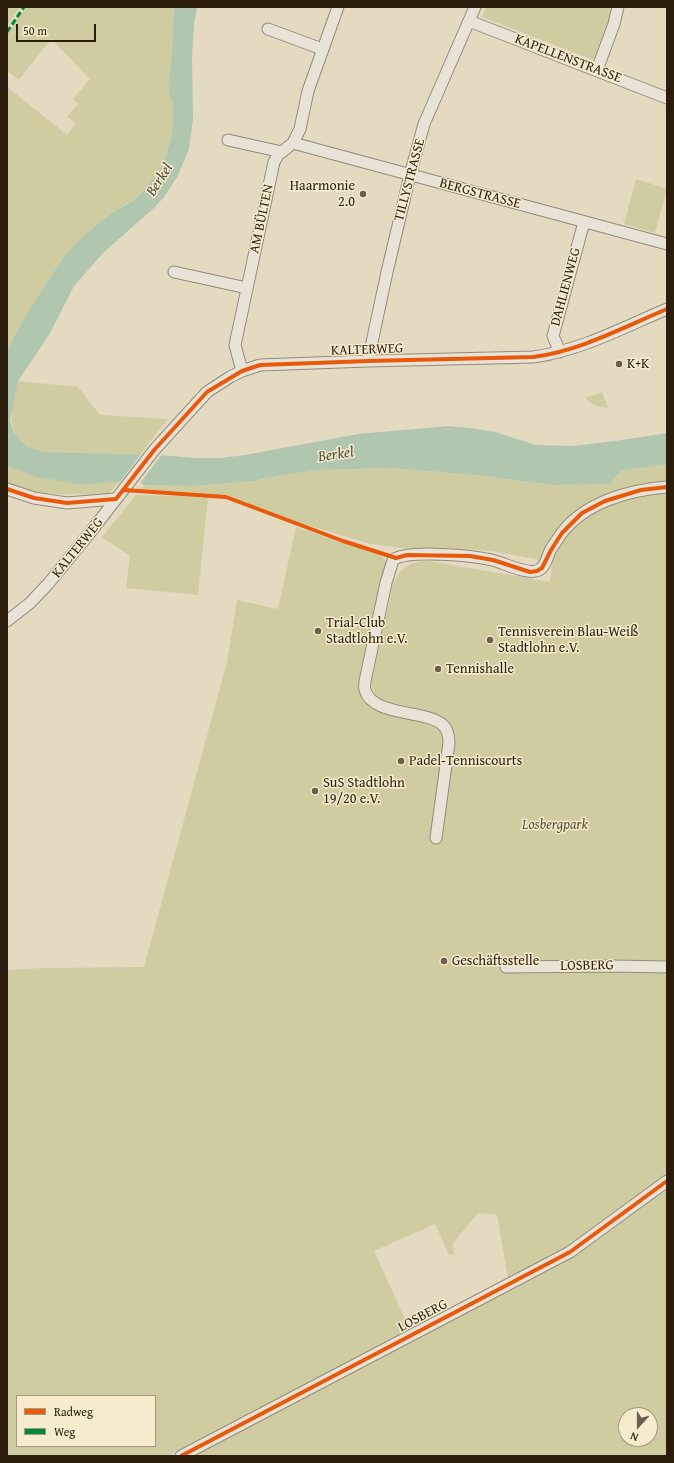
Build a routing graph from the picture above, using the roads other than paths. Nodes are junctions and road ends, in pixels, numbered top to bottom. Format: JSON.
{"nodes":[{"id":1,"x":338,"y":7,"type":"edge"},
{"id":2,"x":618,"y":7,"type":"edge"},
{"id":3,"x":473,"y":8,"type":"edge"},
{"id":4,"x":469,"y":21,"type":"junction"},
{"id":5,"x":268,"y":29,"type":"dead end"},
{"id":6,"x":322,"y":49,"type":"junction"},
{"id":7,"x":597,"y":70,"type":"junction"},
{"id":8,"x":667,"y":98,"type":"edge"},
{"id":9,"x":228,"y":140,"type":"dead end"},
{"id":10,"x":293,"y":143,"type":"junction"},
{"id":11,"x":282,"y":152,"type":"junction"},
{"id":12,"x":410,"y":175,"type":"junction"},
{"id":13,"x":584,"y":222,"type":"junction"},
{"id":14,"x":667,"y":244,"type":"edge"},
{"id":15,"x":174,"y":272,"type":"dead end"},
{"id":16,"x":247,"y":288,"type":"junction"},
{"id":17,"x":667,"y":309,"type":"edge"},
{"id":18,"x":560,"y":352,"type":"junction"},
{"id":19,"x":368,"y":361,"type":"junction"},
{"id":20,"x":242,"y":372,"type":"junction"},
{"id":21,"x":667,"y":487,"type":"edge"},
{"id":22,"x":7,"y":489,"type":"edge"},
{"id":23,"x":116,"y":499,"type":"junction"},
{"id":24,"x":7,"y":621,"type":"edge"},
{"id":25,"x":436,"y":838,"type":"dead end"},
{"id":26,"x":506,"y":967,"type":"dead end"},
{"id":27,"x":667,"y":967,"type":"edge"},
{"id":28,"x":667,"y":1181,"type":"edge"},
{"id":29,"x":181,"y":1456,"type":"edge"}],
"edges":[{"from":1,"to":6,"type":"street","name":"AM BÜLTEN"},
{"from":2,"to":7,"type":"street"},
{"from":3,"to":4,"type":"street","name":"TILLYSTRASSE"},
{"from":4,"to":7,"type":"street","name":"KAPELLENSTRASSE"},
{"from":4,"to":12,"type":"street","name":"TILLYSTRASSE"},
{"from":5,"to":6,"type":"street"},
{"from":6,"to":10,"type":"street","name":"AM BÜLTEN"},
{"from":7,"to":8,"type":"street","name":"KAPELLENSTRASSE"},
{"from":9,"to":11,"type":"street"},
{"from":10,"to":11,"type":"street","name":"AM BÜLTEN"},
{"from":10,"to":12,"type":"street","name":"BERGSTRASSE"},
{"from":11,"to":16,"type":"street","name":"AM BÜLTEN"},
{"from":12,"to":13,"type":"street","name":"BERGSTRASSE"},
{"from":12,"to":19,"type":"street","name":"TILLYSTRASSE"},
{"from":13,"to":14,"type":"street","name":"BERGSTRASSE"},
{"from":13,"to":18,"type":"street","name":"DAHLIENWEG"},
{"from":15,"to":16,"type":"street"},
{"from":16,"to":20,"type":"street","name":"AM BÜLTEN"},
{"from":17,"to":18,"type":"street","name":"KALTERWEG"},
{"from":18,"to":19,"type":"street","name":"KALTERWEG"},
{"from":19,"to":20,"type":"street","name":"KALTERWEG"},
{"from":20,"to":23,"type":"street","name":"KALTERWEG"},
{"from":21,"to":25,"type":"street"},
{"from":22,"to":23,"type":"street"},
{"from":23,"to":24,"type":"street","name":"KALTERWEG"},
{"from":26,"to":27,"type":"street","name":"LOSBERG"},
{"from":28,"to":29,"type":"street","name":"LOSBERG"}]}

= = = =

Set the entries down exactly, but not the pictures.

Build a routing graph from the picture above, using the roads other than paths. Nodes are junctions and road ends, in pixels, numbered top to bottom. Format: JSON.
{"nodes":[{"id":1,"x":338,"y":7,"type":"edge"},
{"id":2,"x":618,"y":7,"type":"edge"},
{"id":3,"x":473,"y":8,"type":"edge"},
{"id":4,"x":469,"y":21,"type":"junction"},
{"id":5,"x":268,"y":29,"type":"dead end"},
{"id":6,"x":322,"y":49,"type":"junction"},
{"id":7,"x":597,"y":70,"type":"junction"},
{"id":8,"x":667,"y":98,"type":"edge"},
{"id":9,"x":228,"y":140,"type":"dead end"},
{"id":10,"x":293,"y":143,"type":"junction"},
{"id":11,"x":282,"y":152,"type":"junction"},
{"id":12,"x":410,"y":175,"type":"junction"},
{"id":13,"x":584,"y":222,"type":"junction"},
{"id":14,"x":667,"y":244,"type":"edge"},
{"id":15,"x":174,"y":272,"type":"dead end"},
{"id":16,"x":247,"y":288,"type":"junction"},
{"id":17,"x":667,"y":309,"type":"edge"},
{"id":18,"x":560,"y":352,"type":"junction"},
{"id":19,"x":368,"y":361,"type":"junction"},
{"id":20,"x":242,"y":372,"type":"junction"},
{"id":21,"x":667,"y":487,"type":"edge"},
{"id":22,"x":7,"y":489,"type":"edge"},
{"id":23,"x":116,"y":499,"type":"junction"},
{"id":24,"x":7,"y":621,"type":"edge"},
{"id":25,"x":436,"y":838,"type":"dead end"},
{"id":26,"x":506,"y":967,"type":"dead end"},
{"id":27,"x":667,"y":967,"type":"edge"},
{"id":28,"x":667,"y":1181,"type":"edge"},
{"id":29,"x":181,"y":1456,"type":"edge"}],
"edges":[{"from":1,"to":6,"type":"street","name":"AM BÜLTEN"},
{"from":2,"to":7,"type":"street"},
{"from":3,"to":4,"type":"street","name":"TILLYSTRASSE"},
{"from":4,"to":7,"type":"street","name":"KAPELLENSTRASSE"},
{"from":4,"to":12,"type":"street","name":"TILLYSTRASSE"},
{"from":5,"to":6,"type":"street"},
{"from":6,"to":10,"type":"street","name":"AM BÜLTEN"},
{"from":7,"to":8,"type":"street","name":"KAPELLENSTRASSE"},
{"from":9,"to":11,"type":"street"},
{"from":10,"to":11,"type":"street","name":"AM BÜLTEN"},
{"from":10,"to":12,"type":"street","name":"BERGSTRASSE"},
{"from":11,"to":16,"type":"street","name":"AM BÜLTEN"},
{"from":12,"to":13,"type":"street","name":"BERGSTRASSE"},
{"from":12,"to":19,"type":"street","name":"TILLYSTRASSE"},
{"from":13,"to":14,"type":"street","name":"BERGSTRASSE"},
{"from":13,"to":18,"type":"street","name":"DAHLIENWEG"},
{"from":15,"to":16,"type":"street"},
{"from":16,"to":20,"type":"street","name":"AM BÜLTEN"},
{"from":17,"to":18,"type":"street","name":"KALTERWEG"},
{"from":18,"to":19,"type":"street","name":"KALTERWEG"},
{"from":19,"to":20,"type":"street","name":"KALTERWEG"},
{"from":20,"to":23,"type":"street","name":"KALTERWEG"},
{"from":21,"to":25,"type":"street"},
{"from":22,"to":23,"type":"street"},
{"from":23,"to":24,"type":"street","name":"KALTERWEG"},
{"from":26,"to":27,"type":"street","name":"LOSBERG"},
{"from":28,"to":29,"type":"street","name":"LOSBERG"}]}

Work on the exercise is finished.